The data below must be returned in full and exactly.

- Extracted entries:
/---
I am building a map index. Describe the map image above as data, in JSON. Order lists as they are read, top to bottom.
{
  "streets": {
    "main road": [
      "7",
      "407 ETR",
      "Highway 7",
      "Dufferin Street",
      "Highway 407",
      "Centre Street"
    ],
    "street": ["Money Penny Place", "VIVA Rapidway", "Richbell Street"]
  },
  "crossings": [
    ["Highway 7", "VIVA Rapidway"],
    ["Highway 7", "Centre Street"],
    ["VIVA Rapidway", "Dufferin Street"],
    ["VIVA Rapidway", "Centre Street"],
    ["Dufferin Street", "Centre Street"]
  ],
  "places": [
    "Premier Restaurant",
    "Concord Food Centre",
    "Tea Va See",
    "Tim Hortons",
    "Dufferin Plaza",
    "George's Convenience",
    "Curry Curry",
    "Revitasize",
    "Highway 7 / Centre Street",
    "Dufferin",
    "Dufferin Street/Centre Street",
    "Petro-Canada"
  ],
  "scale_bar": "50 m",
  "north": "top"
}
\---
- Answer to this exercise:
I am building a map index. Describe the map image above as data, in JSON. Order lists as they are read, top to bottom.
{
  "streets": {
    "main road": [
      "7",
      "407 ETR",
      "Highway 7",
      "Dufferin Street",
      "Highway 407",
      "Centre Street"
    ],
    "street": ["Money Penny Place", "VIVA Rapidway", "Richbell Street"]
  },
  "crossings": [
    ["Highway 7", "VIVA Rapidway"],
    ["Highway 7", "Centre Street"],
    ["VIVA Rapidway", "Dufferin Street"],
    ["VIVA Rapidway", "Centre Street"],
    ["Dufferin Street", "Centre Street"]
  ],
  "places": [
    "Premier Restaurant",
    "Concord Food Centre",
    "Tea Va See",
    "Tim Hortons",
    "Dufferin Plaza",
    "George's Convenience",
    "Curry Curry",
    "Revitasize",
    "Highway 7 / Centre Street",
    "Dufferin",
    "Dufferin Street/Centre Street",
    "Petro-Canada"
  ],
  "scale_bar": "50 m",
  "north": "top"
}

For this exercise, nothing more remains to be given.